Blocking synchronization (e.g., mutex locks) can limit scalability with respect to the number of threads.

Atomic machine instructions such as compare and swap (CAS) allow the possibility of creating lock-free data structures.

CAS works by atomically

CAS can allow threads to make atomic updates to a data structure. A requirement is that each CAS operation must leave the data structure in a consistent state. (A mutex can guard a critical section with an arbitrary number of operations, so consistency is only required when the entire critical section completes.)

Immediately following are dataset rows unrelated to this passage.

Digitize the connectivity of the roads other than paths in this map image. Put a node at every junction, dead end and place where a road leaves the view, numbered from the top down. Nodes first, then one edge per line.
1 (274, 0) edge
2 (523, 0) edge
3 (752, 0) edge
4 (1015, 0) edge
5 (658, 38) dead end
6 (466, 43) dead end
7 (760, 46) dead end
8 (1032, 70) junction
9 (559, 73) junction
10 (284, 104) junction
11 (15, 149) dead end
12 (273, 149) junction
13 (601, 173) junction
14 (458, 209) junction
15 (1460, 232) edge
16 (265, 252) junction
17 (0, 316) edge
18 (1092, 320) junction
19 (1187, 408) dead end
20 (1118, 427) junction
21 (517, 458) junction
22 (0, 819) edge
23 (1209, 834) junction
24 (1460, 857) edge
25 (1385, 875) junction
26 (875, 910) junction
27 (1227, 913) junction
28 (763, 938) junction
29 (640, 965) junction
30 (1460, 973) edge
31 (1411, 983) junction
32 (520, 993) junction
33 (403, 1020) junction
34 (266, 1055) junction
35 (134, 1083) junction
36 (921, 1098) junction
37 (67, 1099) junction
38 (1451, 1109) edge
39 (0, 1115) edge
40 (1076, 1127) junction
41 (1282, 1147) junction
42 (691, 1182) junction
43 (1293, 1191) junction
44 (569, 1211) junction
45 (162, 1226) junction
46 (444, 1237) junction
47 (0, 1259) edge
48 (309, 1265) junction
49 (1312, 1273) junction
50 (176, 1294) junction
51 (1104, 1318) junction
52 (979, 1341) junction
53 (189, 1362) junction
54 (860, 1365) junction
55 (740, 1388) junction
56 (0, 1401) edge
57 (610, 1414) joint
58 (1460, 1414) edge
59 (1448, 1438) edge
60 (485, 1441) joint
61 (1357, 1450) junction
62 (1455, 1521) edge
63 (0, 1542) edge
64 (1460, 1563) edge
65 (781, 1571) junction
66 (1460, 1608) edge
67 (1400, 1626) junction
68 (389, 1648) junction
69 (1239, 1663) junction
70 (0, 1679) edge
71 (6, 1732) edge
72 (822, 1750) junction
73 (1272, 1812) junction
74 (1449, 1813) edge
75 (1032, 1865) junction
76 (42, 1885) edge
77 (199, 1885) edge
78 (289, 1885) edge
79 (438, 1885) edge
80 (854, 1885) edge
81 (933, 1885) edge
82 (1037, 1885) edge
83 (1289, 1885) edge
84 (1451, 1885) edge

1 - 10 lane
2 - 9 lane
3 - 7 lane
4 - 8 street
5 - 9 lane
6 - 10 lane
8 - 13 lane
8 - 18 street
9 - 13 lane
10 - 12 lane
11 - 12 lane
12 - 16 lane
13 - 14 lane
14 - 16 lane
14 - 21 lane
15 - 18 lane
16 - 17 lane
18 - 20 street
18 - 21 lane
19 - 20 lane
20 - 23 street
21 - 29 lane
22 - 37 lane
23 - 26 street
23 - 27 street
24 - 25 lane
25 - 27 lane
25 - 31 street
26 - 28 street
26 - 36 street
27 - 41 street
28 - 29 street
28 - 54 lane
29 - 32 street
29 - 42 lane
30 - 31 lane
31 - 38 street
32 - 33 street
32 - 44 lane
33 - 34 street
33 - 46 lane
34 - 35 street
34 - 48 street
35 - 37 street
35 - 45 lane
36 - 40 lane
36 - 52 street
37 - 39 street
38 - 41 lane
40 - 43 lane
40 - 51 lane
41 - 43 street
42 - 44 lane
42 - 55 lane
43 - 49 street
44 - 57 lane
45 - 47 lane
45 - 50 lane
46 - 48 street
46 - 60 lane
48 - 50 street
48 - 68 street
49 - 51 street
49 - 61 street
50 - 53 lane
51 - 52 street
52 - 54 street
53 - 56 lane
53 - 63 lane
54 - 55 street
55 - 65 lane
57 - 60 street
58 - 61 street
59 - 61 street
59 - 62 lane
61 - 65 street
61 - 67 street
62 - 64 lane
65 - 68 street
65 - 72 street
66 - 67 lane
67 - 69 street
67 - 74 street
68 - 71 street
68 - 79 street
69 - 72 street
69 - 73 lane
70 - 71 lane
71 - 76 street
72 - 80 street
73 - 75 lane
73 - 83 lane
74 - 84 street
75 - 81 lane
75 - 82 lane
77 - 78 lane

Java provides access to atomic machine instructions via the java.util.concurrent.atomic.Atomic* classes (such as AtomicReference, AtomicLong, etc.)

Example lock-free algorithm: Maged Michael and Michael Scott, Simple, Fast, and Practical Non-Blocking and Blocking Concurrent Queue Algorithms

Benchmark results:

lock-based vs. lock-free queue benchmark

The graph shows the amount of time needed to execute 10,000,000 enqueue/dequeue pairs on a queue using varying numbers of threads. The x-axis is number of threads, and the y-axis is time in milliseconds. The blue line is for a two-lock blocking queue implementation, and the magenta line is for the nonblocking queue described in the paper.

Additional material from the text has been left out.